Reputation: 676
I'm asking this as a new question because people didn't seem to understand my original question.
I can figure out how to find if a word starts with a capital and is followed by 9 letters with the code:
echo "word" | grep -Eo '^[A-Z][[:alpha:]]{8}'
So that's part 1 of what I'm supposed to do. My actual script is supposed to loop through each word in a text file that is given as the first and only argument, then check if any of those words start with a capital and are 9 letters long.
I've tried:
cat textfile | grep -Eo '^[A-Z][[:alpha:]]{8}'
and
while read p
do echo $p | grep -Eo '^[A-Z][[:alpha:]]{8}'
done < $1
to no avail.
Although:
cat randomtext.txt
outputs:
The loud Brown Cow jumped over the White Moon. November October tesTer Abcdefgh Abcdefgha
so it's correctly outputting all the words in the file randomtext.txt
then why wouldn't
cat randomtext.txt | grep -Eo '^[A-Z][[:alpha:]]{8}'
work?
Upvotes: 0
Views: 345
Reputation: 57408
The words are all one after the other, but your grep
expression refers to a whole row.
You ought to split the file into words:
sed -e 's/\s*\b\s*/\n/g' < file.txt | grep ...
Or maybe better, since you're only interested in alphanumeric sequences,
sed -e 's/\W\W*/\n/g' < file.txt | grep -E '^[A-Z][[:alpha:]]{8}$'
The $ (end of line) being made necessary because otherwise 'Supercalifragilisticexpialidocious' would match.
(I had modified {8} in {9} because you specified "and is followed by 9 letters", but then I saw you also state "and are 9 letters long")
By the way, if you use {8} and -o, you might be led into thinking a match is there where it isn't. "-o" means "only print the part matching my pattern".

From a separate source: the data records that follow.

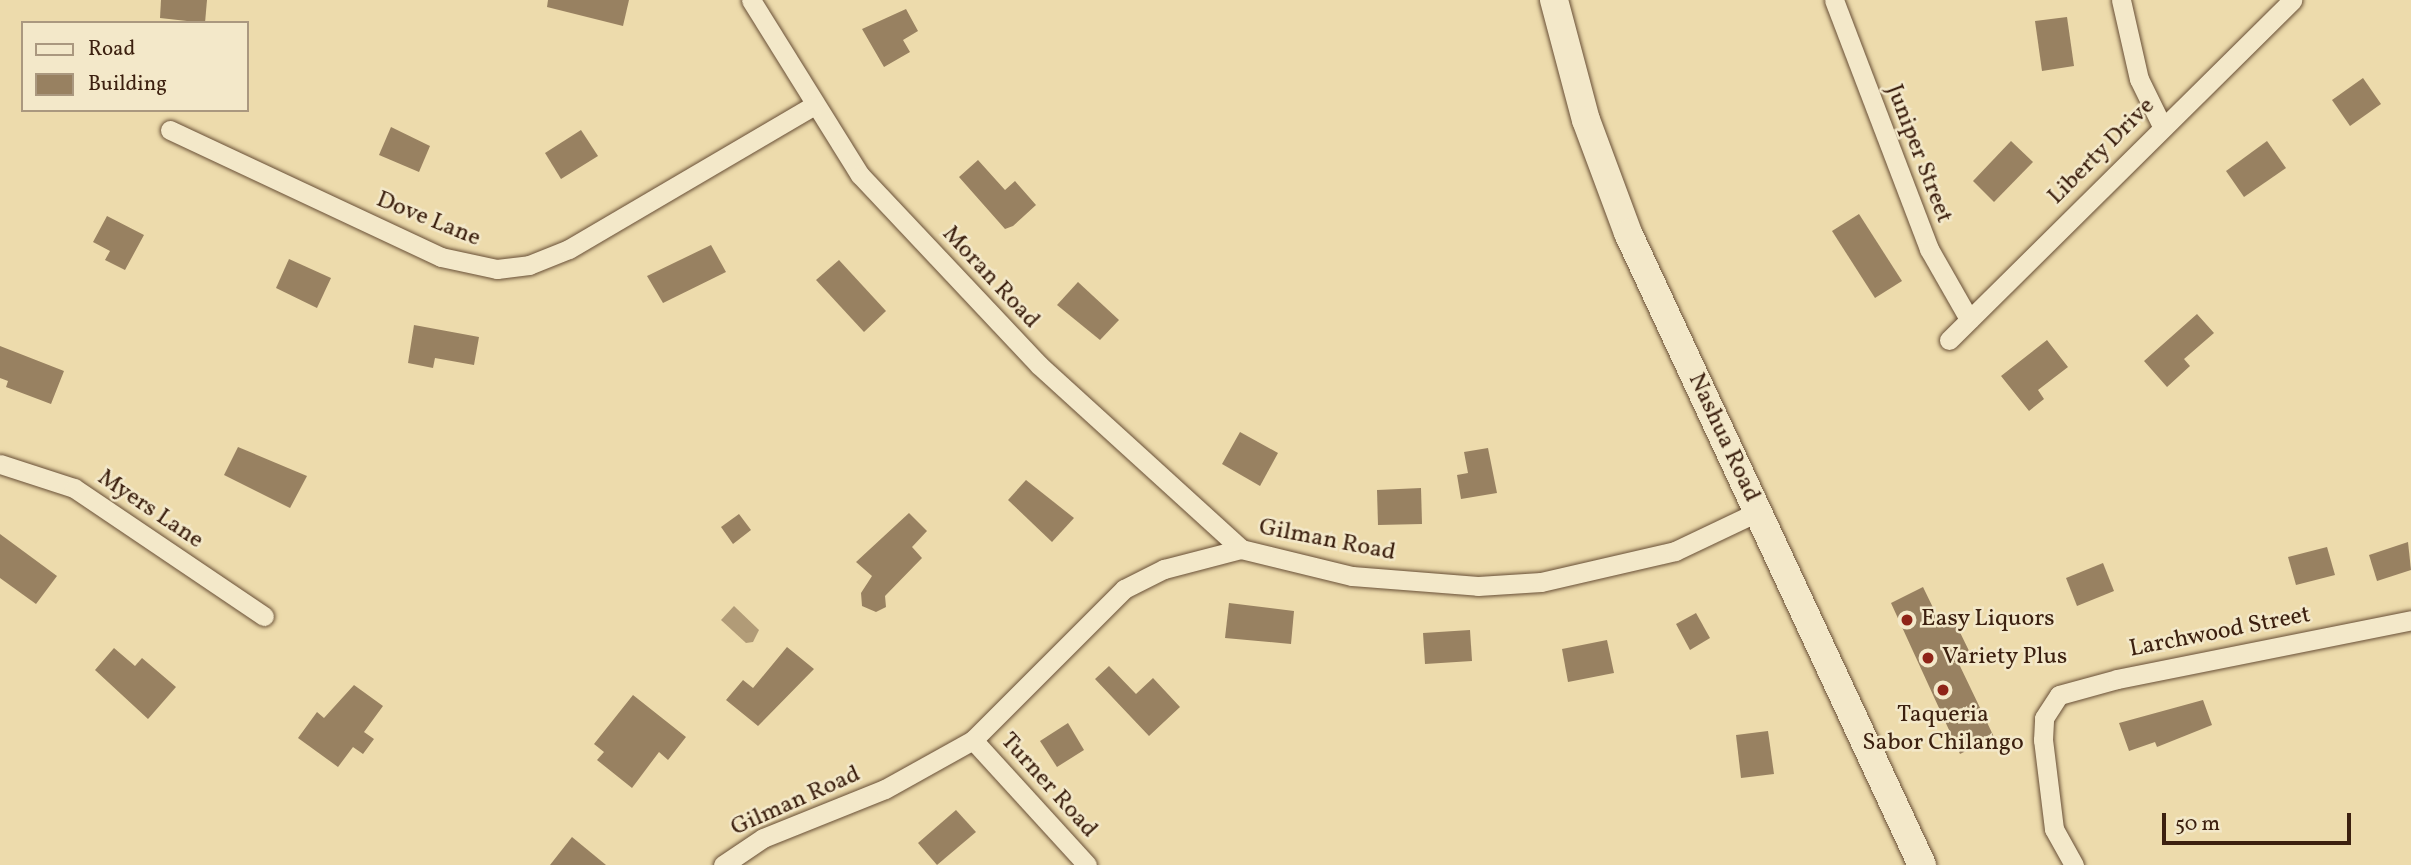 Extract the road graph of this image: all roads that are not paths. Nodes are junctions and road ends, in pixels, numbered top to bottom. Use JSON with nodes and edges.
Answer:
{"nodes":[{"id":1,"x":751,"y":0,"type":"edge"},
{"id":2,"x":1554,"y":0,"type":"edge"},
{"id":3,"x":1834,"y":0,"type":"edge"},
{"id":4,"x":2121,"y":0,"type":"edge"},
{"id":5,"x":2292,"y":0,"type":"edge"},
{"id":6,"x":813,"y":106,"type":"junction"},
{"id":7,"x":2162,"y":126,"type":"junction"},
{"id":8,"x":170,"y":130,"type":"dead end"},
{"id":9,"x":1969,"y":319,"type":"junction"},
{"id":10,"x":1949,"y":340,"type":"dead end"},
{"id":11,"x":0,"y":464,"type":"edge"},
{"id":12,"x":1758,"y":512,"type":"junction"},
{"id":13,"x":1241,"y":549,"type":"junction"},
{"id":14,"x":264,"y":616,"type":"dead end"},
{"id":15,"x":2411,"y":620,"type":"edge"},
{"id":16,"x":973,"y":740,"type":"junction"},
{"id":17,"x":723,"y":865,"type":"edge"},
{"id":18,"x":1087,"y":865,"type":"edge"},
{"id":19,"x":1922,"y":865,"type":"edge"},
{"id":20,"x":2074,"y":865,"type":"edge"}],
"edges":[{"from":1,"to":6,"type":"street","name":"Moran Road"},
{"from":2,"to":12,"type":"main road","name":"Nashua Road"},
{"from":3,"to":9,"type":"street","name":"Juniper Street"},
{"from":4,"to":7,"type":"street"},
{"from":5,"to":7,"type":"street","name":"Liberty Drive"},
{"from":6,"to":8,"type":"street","name":"Dove Lane"},
{"from":6,"to":13,"type":"street","name":"Moran Road"},
{"from":7,"to":9,"type":"street","name":"Liberty Drive"},
{"from":9,"to":10,"type":"street","name":"Liberty Drive"},
{"from":11,"to":14,"type":"street","name":"Myers Lane"},
{"from":12,"to":13,"type":"street","name":"Gilman Road"},
{"from":12,"to":19,"type":"main road","name":"Nashua Road"},
{"from":13,"to":16,"type":"street","name":"Gilman Road"},
{"from":15,"to":20,"type":"street","name":"Larchwood Street"},
{"from":16,"to":17,"type":"street","name":"Gilman Road"},
{"from":16,"to":18,"type":"street","name":"Turner Road"}]} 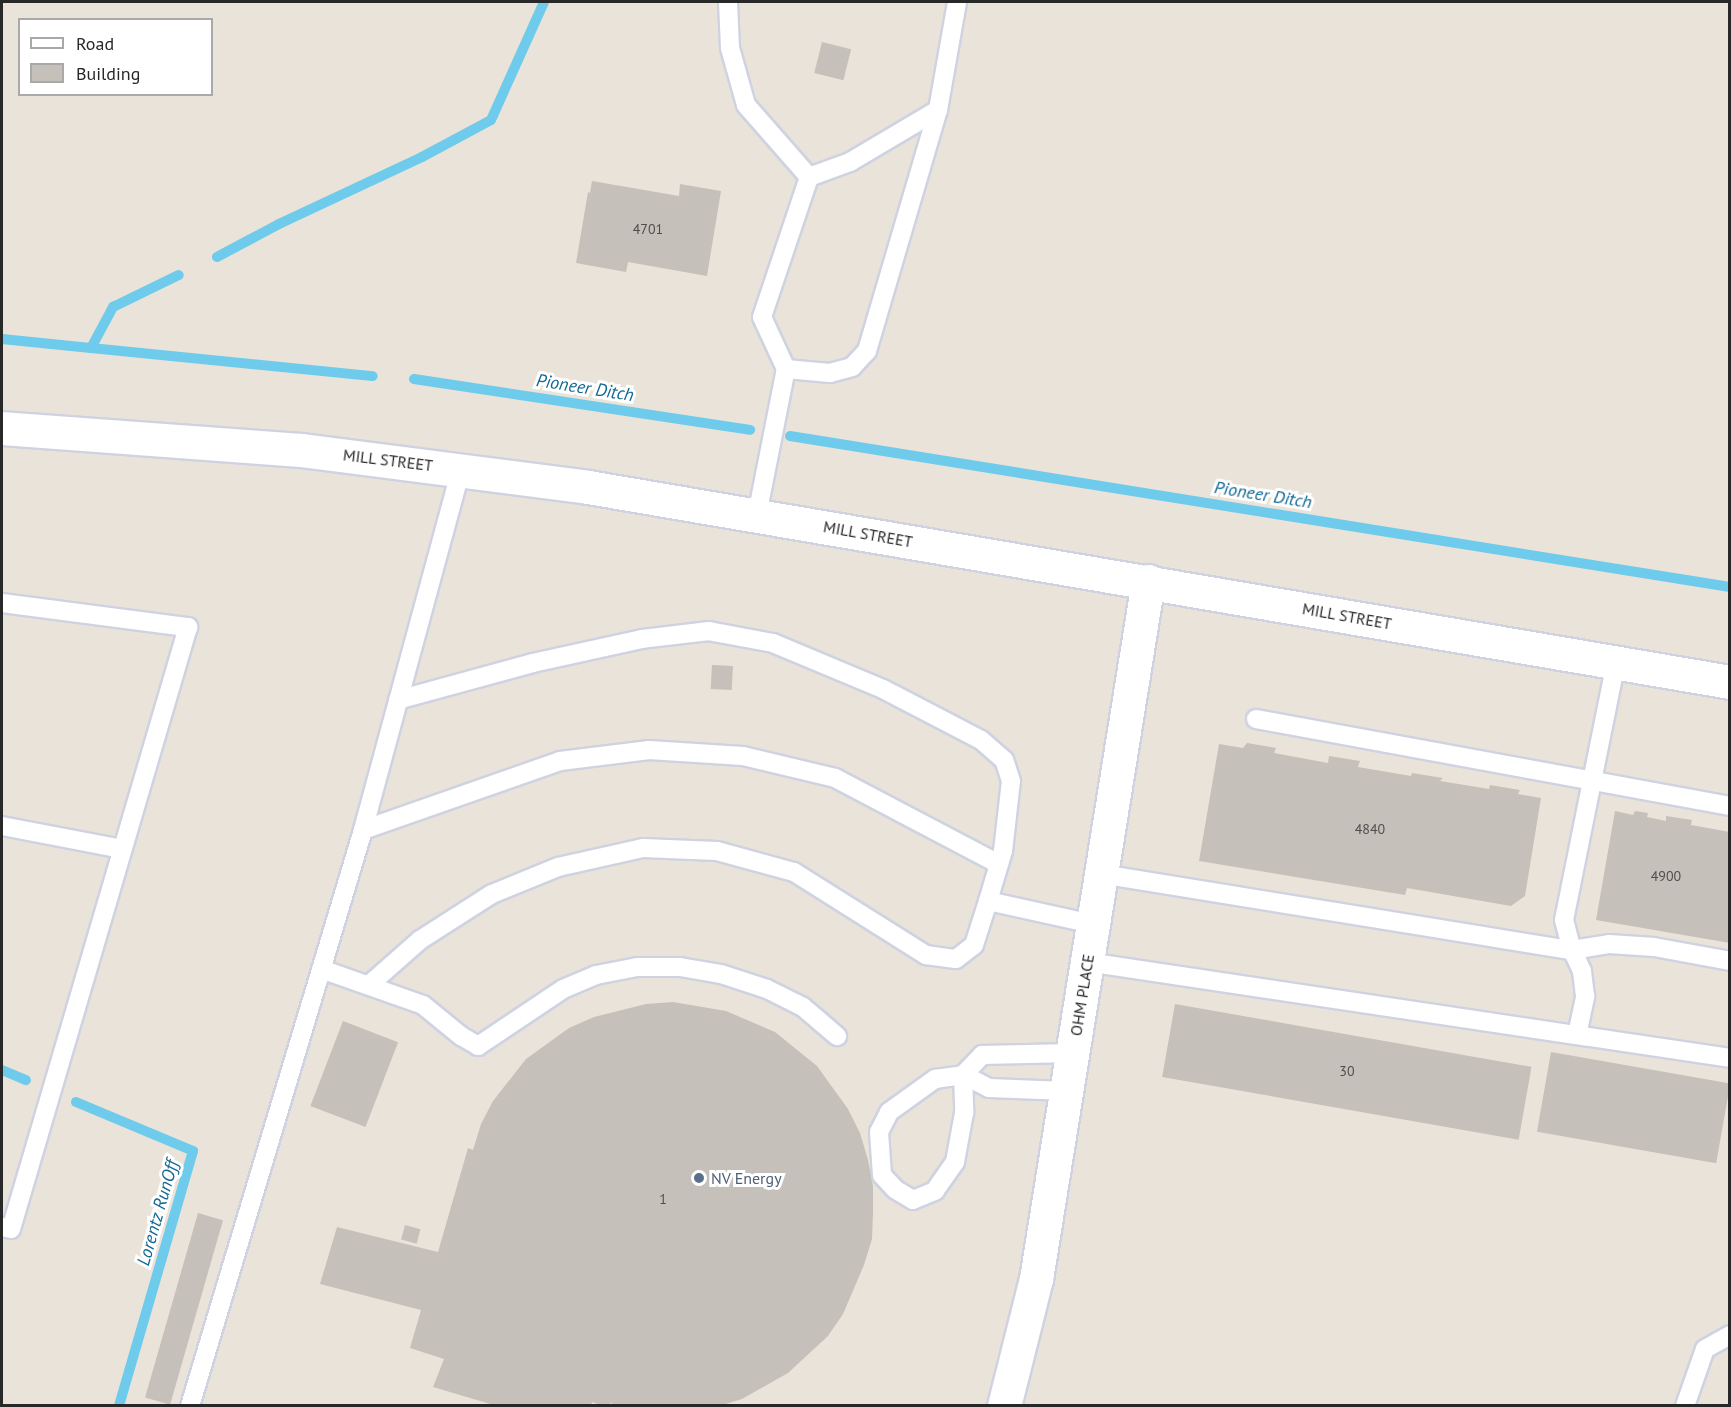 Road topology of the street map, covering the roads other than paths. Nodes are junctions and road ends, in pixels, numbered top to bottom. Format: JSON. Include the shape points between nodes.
{"nodes":[{"id":1,"x":728,"y":2,"type":"edge"},
{"id":2,"x":957,"y":2,"type":"edge"},
{"id":3,"x":938,"y":110,"type":"junction"},
{"id":4,"x":809,"y":177,"type":"junction"},
{"id":5,"x":786,"y":369,"type":"junction"},
{"id":6,"x":2,"y":428,"type":"edge"},
{"id":7,"x":461,"y":469,"type":"junction"},
{"id":8,"x":757,"y":515,"type":"junction"},
{"id":9,"x":1148,"y":581,"type":"junction"},
{"id":10,"x":2,"y":603,"type":"edge"},
{"id":11,"x":1616,"y":663,"type":"junction"},
{"id":12,"x":1730,"y":682,"type":"edge"},
{"id":13,"x":398,"y":700,"type":"junction"},
{"id":14,"x":1256,"y":719,"type":"dead end"},
{"id":15,"x":1592,"y":782,"type":"junction"},
{"id":16,"x":1730,"y":806,"type":"edge"},
{"id":17,"x":2,"y":826,"type":"edge"},
{"id":18,"x":363,"y":830,"type":"junction"},
{"id":19,"x":123,"y":849,"type":"junction"},
{"id":20,"x":999,"y":864,"type":"junction"},
{"id":21,"x":1101,"y":874,"type":"junction"},
{"id":22,"x":988,"y":901,"type":"junction"},
{"id":23,"x":1093,"y":924,"type":"junction"},
{"id":24,"x":1572,"y":950,"type":"junction"},
{"id":25,"x":1730,"y":961,"type":"edge"},
{"id":26,"x":1087,"y":962,"type":"junction"},
{"id":27,"x":321,"y":969,"type":"junction"},
{"id":28,"x":369,"y":986,"type":"junction"},
{"id":29,"x":1577,"y":1035,"type":"junction"},
{"id":30,"x":837,"y":1036,"type":"dead end"},
{"id":31,"x":1072,"y":1053,"type":"junction"},
{"id":32,"x":1730,"y":1058,"type":"edge"},
{"id":33,"x":963,"y":1075,"type":"junction"},
{"id":34,"x":1066,"y":1091,"type":"junction"},
{"id":35,"x":2,"y":1227,"type":"edge"},
{"id":36,"x":1730,"y":1335,"type":"edge"},
{"id":37,"x":190,"y":1406,"type":"edge"},
{"id":38,"x":1004,"y":1406,"type":"edge"},
{"id":39,"x":1685,"y":1406,"type":"edge"}],
"edges":[{"from":1,"to":4,"type":"lane","via":[[730,48],[746,105]]},
{"from":2,"to":3,"type":"lane"},
{"from":3,"to":4,"type":"lane","via":[[850,162]]},
{"from":3,"to":5,"type":"lane","via":[[867,351],[852,367],[830,373]]},
{"from":4,"to":5,"type":"lane","via":[[762,317]]},
{"from":5,"to":8,"type":"lane"},
{"from":6,"to":7,"type":"main road","name":"MILL STREET","via":[[301,450]]},
{"from":7,"to":8,"type":"main road","name":"MILL STREET"},
{"from":7,"to":13,"type":"lane"},
{"from":8,"to":9,"type":"main road","name":"MILL STREET"},
{"from":9,"to":11,"type":"main road","name":"MILL STREET"},
{"from":9,"to":21,"type":"main road","name":"OHM PLACE"},
{"from":10,"to":19,"type":"lane","via":[[188,627]]},
{"from":11,"to":12,"type":"main road","name":"MILL STREET"},
{"from":11,"to":15,"type":"lane"},
{"from":13,"to":18,"type":"lane"},
{"from":13,"to":20,"type":"lane","via":[[533,663],[642,639],[709,631],[773,643],[883,689],[981,740],[1004,760],[1011,781]]},
{"from":14,"to":15,"type":"lane"},
{"from":15,"to":16,"type":"lane"},
{"from":15,"to":24,"type":"lane","via":[[1564,920]]},
{"from":17,"to":19,"type":"lane"},
{"from":18,"to":20,"type":"lane","via":[[560,760],[649,750],[743,756],[836,778]]},
{"from":18,"to":27,"type":"lane"},
{"from":19,"to":35,"type":"lane","via":[[11,1229]]},
{"from":20,"to":22,"type":"lane"},
{"from":21,"to":23,"type":"main road","name":"OHM PLACE"},
{"from":21,"to":24,"type":"lane"},
{"from":22,"to":23,"type":"lane"},
{"from":22,"to":28,"type":"lane","via":[[974,945],[957,959],[926,955],[794,872],[717,851],[643,848],[558,867],[492,894],[420,940]]},
{"from":23,"to":26,"type":"main road","name":"OHM PLACE"},
{"from":24,"to":25,"type":"lane","via":[[1609,944],[1654,947]]},
{"from":24,"to":29,"type":"lane","via":[[1582,971],[1585,996]]},
{"from":26,"to":29,"type":"lane"},
{"from":26,"to":31,"type":"main road","name":"OHM PLACE"},
{"from":27,"to":28,"type":"lane"},
{"from":27,"to":37,"type":"lane"},
{"from":28,"to":30,"type":"lane","via":[[423,1005],[478,1046],[540,1003],[596,975],[637,967],[680,967],[721,974],[767,989],[803,1007]]},
{"from":29,"to":32,"type":"lane"},
{"from":31,"to":33,"type":"lane","via":[[982,1055]]},
{"from":31,"to":34,"type":"main road","name":"OHM PLACE"},
{"from":33,"to":33,"type":"lane","via":[[935,1079],[889,1112],[879,1132],[882,1174],[912,1200],[935,1191],[955,1162],[964,1113]]},
{"from":33,"to":34,"type":"lane","via":[[989,1088]]},
{"from":34,"to":38,"type":"main road","name":"OHM PLACE","via":[[1036,1279]]},
{"from":36,"to":39,"type":"lane","via":[[1705,1349]]}]}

So if you fed "Supercalifragilistic" to "^[A-Z][[:alpha:]]{8}", it would accept it as a match and print "Supercali". This is not what I think you asked.
Upvotes: 1
Reputation: 185179
You should do this :
$ cat file.txt
The loud Brown Cow jumped over the White Moon. November October tesTer Abcdefgh Abcdefgha
$ printf '%s\n' $(<file.txt) | grep -Eo '^[A-Z][[:alpha:]]{8}$'
Abcdefgha
If you want to work on the same source line, you need to remove the ^
character (means the beginning of the line) :
grep -Eo '\b[A-Z][[:alpha:]]{8}\b' file.txt
(added \b
like choroba explains)
Upvotes: 0
Reputation: 26161
If you cat the whole line is fed to grep at once. You should split the words before feeding to grep.
You could try:
cat randomtext | awk '{ for(i=1; i <= NF; i++) {print $i } }' | grep -Eo '^[A-Z][a-z]{8}'
Upvotes: 0
Reputation: 241908
The problem is in the anchor. Your pattern starts with ^
which matches the beginning of a line, but the word you want to get returned is in the middle of a line. You can replace it with \b
to match at a word boundary.
Upvotes: 2